The "free exercise" clauses of Article I of the Oregon Constitution read as follows:

"Section 2. All men shall be secure in the Natural right, to worship Almighty God according to the dictates of their own consciences."

"Section 3. No law shall in any case whatever control the free exercise, and enjoyment of religeous [sic] opinions, or interfere with the rights of conscience."
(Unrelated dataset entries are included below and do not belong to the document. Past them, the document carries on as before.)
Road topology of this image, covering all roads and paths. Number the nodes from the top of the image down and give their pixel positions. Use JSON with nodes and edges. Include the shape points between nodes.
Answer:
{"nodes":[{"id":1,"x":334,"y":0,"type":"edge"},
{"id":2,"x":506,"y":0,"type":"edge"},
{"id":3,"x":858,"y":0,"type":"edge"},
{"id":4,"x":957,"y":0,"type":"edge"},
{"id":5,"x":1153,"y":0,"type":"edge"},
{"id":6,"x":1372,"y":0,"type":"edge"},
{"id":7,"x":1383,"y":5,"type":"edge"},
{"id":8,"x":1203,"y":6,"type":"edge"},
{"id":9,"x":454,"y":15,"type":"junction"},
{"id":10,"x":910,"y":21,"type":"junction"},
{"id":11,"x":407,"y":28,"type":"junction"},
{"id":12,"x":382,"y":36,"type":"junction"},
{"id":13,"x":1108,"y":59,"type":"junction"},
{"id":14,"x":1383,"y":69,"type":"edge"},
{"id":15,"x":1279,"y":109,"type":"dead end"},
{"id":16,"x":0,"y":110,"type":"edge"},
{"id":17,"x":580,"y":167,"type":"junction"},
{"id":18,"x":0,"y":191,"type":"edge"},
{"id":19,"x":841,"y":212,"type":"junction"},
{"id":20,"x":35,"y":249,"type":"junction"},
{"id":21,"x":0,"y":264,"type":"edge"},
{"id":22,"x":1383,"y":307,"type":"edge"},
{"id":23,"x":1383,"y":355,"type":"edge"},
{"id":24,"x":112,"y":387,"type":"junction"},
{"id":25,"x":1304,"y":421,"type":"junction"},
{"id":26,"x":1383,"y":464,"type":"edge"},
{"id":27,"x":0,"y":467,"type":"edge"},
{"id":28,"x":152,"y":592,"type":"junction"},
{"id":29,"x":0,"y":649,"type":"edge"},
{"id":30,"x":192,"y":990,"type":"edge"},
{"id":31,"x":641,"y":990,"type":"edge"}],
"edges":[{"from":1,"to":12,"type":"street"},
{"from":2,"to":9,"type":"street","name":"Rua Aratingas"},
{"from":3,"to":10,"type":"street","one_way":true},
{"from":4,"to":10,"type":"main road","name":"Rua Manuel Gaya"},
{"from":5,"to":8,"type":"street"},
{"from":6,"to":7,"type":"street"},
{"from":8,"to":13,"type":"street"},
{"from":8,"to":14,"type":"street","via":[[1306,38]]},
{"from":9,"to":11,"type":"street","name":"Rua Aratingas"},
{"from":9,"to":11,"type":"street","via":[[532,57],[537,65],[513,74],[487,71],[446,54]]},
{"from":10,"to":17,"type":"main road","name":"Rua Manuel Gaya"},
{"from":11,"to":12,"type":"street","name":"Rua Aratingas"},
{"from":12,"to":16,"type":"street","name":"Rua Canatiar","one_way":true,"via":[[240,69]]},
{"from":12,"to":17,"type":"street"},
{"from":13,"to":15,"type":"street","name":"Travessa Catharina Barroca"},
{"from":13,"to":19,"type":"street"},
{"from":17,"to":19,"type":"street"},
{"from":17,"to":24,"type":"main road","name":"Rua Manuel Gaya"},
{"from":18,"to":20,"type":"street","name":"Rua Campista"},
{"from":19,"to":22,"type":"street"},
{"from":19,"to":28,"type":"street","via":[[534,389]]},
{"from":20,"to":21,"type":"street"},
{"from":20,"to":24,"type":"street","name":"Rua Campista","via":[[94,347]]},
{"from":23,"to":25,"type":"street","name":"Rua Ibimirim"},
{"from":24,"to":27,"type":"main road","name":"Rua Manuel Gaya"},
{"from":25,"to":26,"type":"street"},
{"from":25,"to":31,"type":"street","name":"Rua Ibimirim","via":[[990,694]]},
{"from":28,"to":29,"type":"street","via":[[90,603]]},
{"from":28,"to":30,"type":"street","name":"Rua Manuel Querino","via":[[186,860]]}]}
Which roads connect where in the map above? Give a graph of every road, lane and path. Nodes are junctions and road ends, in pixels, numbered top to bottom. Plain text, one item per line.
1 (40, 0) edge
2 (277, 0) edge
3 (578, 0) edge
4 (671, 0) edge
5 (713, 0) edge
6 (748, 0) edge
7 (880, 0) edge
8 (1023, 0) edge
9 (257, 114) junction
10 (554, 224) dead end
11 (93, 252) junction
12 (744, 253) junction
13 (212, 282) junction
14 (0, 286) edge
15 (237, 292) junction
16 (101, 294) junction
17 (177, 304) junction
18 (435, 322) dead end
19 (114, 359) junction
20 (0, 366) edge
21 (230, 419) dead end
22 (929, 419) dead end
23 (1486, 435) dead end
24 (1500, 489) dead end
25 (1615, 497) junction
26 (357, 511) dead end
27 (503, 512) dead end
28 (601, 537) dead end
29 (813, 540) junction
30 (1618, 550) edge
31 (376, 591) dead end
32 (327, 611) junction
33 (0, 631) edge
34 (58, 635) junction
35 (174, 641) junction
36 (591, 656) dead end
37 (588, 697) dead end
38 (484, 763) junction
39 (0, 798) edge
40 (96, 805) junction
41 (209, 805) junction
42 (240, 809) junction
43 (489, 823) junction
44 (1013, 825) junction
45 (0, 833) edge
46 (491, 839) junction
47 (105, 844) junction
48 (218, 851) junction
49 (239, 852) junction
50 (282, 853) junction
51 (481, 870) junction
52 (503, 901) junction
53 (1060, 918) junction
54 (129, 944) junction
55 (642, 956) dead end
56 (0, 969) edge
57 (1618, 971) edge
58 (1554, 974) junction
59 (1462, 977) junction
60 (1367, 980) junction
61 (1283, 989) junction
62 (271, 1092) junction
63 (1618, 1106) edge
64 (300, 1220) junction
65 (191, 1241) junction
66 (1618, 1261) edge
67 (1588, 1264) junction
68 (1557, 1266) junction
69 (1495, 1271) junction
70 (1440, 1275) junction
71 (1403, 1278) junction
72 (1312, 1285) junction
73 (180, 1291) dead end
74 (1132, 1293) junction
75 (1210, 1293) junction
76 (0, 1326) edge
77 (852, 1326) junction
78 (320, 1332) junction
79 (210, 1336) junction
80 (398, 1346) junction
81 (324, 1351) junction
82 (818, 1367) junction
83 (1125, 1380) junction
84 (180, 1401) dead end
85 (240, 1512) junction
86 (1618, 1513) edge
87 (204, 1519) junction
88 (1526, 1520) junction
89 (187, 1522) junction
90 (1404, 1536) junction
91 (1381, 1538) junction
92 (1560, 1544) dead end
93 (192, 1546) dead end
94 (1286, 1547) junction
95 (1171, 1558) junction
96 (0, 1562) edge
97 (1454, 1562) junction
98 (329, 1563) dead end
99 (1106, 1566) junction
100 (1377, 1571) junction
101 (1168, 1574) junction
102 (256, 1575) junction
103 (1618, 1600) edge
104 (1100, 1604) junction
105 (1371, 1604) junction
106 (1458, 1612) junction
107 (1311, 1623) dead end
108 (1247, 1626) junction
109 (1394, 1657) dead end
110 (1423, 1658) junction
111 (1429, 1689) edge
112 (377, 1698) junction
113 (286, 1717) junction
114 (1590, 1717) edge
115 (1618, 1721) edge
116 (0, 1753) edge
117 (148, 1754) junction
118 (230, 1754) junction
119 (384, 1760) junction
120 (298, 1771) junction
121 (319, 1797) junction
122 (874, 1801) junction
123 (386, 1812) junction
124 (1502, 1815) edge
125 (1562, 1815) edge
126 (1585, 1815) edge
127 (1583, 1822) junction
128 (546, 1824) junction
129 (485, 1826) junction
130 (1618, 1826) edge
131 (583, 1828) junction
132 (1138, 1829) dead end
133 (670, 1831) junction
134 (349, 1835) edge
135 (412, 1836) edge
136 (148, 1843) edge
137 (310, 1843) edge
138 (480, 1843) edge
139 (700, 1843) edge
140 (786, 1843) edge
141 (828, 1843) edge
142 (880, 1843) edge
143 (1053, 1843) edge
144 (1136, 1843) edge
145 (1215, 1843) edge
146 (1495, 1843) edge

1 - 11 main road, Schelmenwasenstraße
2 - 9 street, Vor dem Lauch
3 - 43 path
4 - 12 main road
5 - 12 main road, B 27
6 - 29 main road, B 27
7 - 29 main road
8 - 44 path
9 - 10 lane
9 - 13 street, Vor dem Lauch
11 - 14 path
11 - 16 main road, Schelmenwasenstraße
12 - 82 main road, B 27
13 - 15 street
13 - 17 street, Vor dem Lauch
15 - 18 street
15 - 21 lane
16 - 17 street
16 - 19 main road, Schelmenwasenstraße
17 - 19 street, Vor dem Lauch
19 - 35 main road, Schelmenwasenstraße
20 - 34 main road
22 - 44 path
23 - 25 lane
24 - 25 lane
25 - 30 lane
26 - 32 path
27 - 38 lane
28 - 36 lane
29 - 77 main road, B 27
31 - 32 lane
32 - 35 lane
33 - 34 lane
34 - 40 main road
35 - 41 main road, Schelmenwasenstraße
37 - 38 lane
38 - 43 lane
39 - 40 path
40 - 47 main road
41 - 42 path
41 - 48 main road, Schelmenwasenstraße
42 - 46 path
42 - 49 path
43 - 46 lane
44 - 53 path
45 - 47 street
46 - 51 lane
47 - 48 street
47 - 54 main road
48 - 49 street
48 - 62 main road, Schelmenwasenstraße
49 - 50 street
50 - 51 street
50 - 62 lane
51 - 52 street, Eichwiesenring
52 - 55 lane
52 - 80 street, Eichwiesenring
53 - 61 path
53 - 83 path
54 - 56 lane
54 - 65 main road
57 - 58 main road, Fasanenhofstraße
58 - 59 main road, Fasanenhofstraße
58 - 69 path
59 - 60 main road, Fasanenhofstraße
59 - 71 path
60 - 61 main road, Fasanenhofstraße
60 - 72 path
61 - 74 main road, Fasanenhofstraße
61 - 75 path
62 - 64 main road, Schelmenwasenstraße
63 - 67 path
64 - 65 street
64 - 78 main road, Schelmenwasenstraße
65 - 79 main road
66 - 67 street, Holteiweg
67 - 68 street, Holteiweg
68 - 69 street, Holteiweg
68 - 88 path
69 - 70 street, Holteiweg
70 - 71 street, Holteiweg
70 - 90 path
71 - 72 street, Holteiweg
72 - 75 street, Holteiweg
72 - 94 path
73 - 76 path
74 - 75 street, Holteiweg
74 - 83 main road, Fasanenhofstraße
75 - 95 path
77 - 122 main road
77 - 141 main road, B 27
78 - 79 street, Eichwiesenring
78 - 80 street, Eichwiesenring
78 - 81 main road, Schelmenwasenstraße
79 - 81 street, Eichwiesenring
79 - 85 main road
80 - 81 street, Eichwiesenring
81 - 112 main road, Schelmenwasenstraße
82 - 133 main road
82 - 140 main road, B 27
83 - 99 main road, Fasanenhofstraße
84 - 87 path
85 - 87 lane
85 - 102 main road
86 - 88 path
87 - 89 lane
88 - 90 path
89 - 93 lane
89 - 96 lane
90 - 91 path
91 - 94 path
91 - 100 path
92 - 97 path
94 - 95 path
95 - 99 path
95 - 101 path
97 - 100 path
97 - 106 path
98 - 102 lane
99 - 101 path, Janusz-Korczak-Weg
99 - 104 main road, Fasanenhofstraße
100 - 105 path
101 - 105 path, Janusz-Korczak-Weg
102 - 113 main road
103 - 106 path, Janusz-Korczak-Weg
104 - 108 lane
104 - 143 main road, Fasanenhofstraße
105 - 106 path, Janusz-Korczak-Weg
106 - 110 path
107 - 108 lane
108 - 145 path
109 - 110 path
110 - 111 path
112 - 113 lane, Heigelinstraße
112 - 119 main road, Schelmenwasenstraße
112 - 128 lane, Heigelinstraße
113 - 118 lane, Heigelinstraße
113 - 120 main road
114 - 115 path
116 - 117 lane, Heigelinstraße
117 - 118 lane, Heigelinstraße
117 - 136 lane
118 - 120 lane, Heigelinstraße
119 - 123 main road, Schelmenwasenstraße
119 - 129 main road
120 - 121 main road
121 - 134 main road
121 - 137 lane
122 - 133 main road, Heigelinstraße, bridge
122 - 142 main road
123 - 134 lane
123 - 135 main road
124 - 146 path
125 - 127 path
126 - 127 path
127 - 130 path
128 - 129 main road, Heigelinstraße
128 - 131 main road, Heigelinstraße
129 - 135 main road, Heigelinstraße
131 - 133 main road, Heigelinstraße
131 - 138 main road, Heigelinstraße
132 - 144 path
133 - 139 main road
§ 2.2-1 The Oregon Supreme Court Interprets Article I, Sections 2 and 3, Independently of the First Amendment

In its first decisions under Article I, sections 2 and 3, of the Oregon Constitution, the Oregon Supreme Court interpreted those sections by applying the analysis used by the United States Supreme Court in interpreting the Free Exercise Clause of the First Amendment to the United States Constitution. The pattern was set in City of Portland v. Thornton, 174 Or 508, 149 P2d 972, cert den, 323 US 770 (1944). The plaintiff there urged the court to interpret Article I, sections 2 and 3, independently of federal First Amendment law. Appellant's Brief, City of Portland v. Thornton, at 114-19; Appellant's Reply Brief at 13 (docket number not available). However, the court declined to do so. It acknowledged that decisions of the United States Supreme Court are "not conclusive as to the construction of the state Constitution," Thornton, 174 Or at 512, but it concluded that the guarantees of religious liberty in Sections 2 and 3 are "identical in meaning" with the religion clauses of the First Amendment, Thornton, 174 Or at 512. Instead of examining the text of the Oregon provisions and the intent of their authors, the court applied United States Supreme Court precedents under the First Amendment. Thornton, 174 Or at 513. (The Thornton case is described in more detail in § 2.2-4(a).)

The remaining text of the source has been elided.